This battleship’s big guns may be too expensive to fire!
Every hunter and shooting enthusiast has felt the sting of the price of ammunition. But you might be feeling better about the cost of that box of shotgun shells or .22s after hearing about the Navy’s new ammo woes for the DDG 1000, aka the U.S.S. Zumwalt.
It turns out, the new, advanced rounds for the ship’s big guns cost up to $800,000. Each.
Suddenly, $1 a round for self-defense pistol ammo doesn’t seem like a bad deal anymore! Defense News reports the Navy might be moving to cancel the rounds for the ship’s Advanced Gun System (AGS). The 155mm/62 caliber guns use rounds known as Long Range Land-Attack Projectiles, or LRLAP for short.
The rounds are capable of hitting targets up 80 miles away, and unfortunately, the only thing the rounds were designed for were the DDG 1000’s AGS guns. It turns out a down-scaling of the project for these new warships ended up hurting things in the long run, as the original plan for 28 ships was cut down to produce only three.
“We were going to buy thousands of these rounds,” a Navy Official told Defense News. “But quantities of ships killed the affordable rounds.”
The official told Defense News, there’s nothing wrong with the effectiveness of the LRLAP, which was intended for Marine support due to its accuracy. But it seems the price points just aren’t going to work out. The official said it is possible $800,000 is just starting point for the rounds.
“That’s probably low,” the official told Defense News. “That’s what the acquisition community wanted to get it down to.”
While the Zumwalt is not ready for active service yet, an LRLAP replacement isn’t likely before that happens 18 months from now. There are plans for the LRLAPs to be fired during some ship qualifications trials in 2018.
The Navy had a budget of $113 million in 2015 to buy 150 of the rounds specifically for those trials. No future funds have been allocated as of yet for more LRLAPs.
As the Navy looks to cut the LRAP due to these extensive costs, they are also exploring three or four alternative rounds, including one developed by the Army for possible use with the new warship’s guns. One of the primary problems may be changing the ship’s automated magazines, which were designed for LRLAPs, to fit the other rounds instead.

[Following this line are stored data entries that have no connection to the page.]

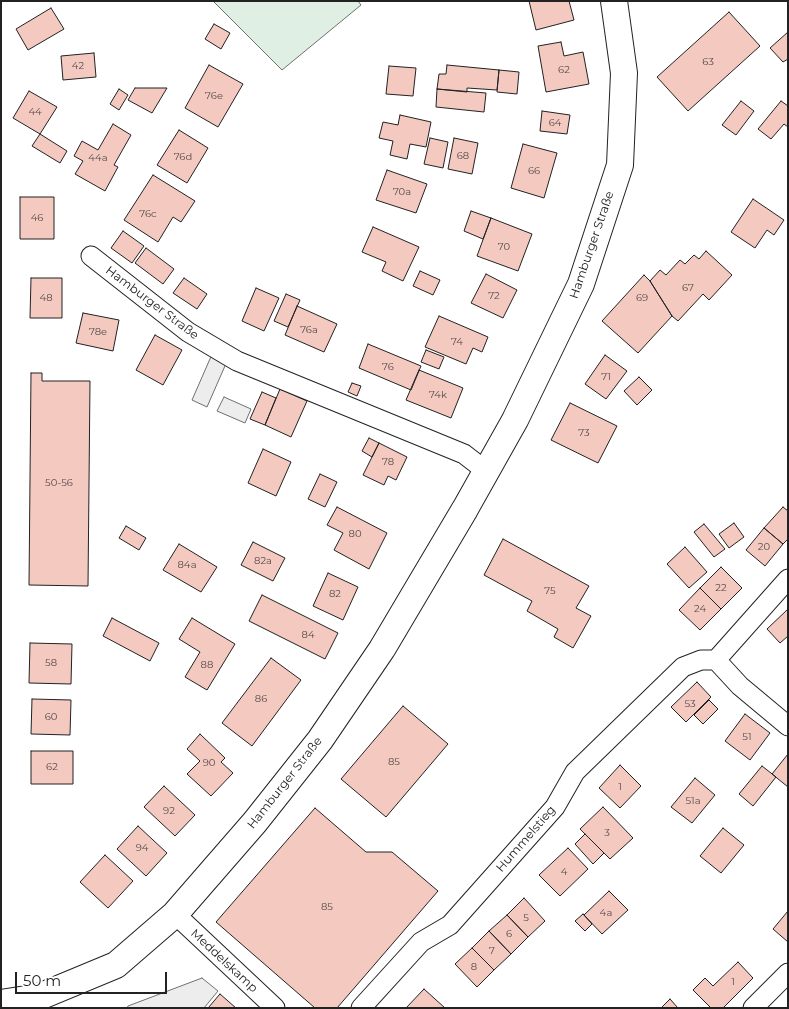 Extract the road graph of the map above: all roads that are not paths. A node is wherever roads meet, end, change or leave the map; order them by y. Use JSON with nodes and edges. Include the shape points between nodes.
{"nodes":[{"id":1,"x":614,"y":1,"type":"edge"},
{"id":2,"x":91,"y":256,"type":"dead end"},
{"id":3,"x":486,"y":471,"type":"junction"},
{"id":4,"x":788,"y":579,"type":"edge"},
{"id":5,"x":716,"y":660,"type":"junction"},
{"id":6,"x":788,"y":726,"type":"edge"},
{"id":7,"x":174,"y":914,"type":"junction"},
{"id":8,"x":788,"y":973,"type":"edge"},
{"id":9,"x":1,"y":1004,"type":"edge"},
{"id":10,"x":275,"y":1008,"type":"edge"},
{"id":11,"x":361,"y":1008,"type":"edge"},
{"id":12,"x":753,"y":1008,"type":"edge"}],
"edges":[{"from":1,"to":3,"type":"street","name":"Hamburger Straße","via":[[624,73],[620,164],[581,284],[525,402]]},
{"from":2,"to":3,"type":"street","name":"Hamburger Straße","via":[[188,332],[237,361],[464,454]]},
{"from":3,"to":7,"type":"street","name":"Hamburger Straße","via":[[382,650],[320,740],[255,822]]},
{"from":4,"to":5,"type":"street"},
{"from":5,"to":6,"type":"street","via":[[740,686]]},
{"from":5,"to":11,"type":"street","name":"Hummelstieg","via":[[701,660],[683,666],[575,772],[555,807],[450,925],[421,942]]},
{"from":7,"to":9,"type":"street","name":"Hamburger Straße","via":[[116,965],[39,997]]},
{"from":7,"to":10,"type":"street","name":"Meddelskamp"},
{"from":8,"to":12,"type":"street"}]}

“The Navy continuously monitors the gun and ammunition industry capability and capacities,” Capt. Thurraya Kent told Defense News. “To address evolving threats and mission requirements, the Navy is evaluating industry projectile solutions (including conventional and hyper-velocity projectiles) that can also meet the DDG 1000 deployment schedule and could potentially be used as an alternative for the DDG 1000.”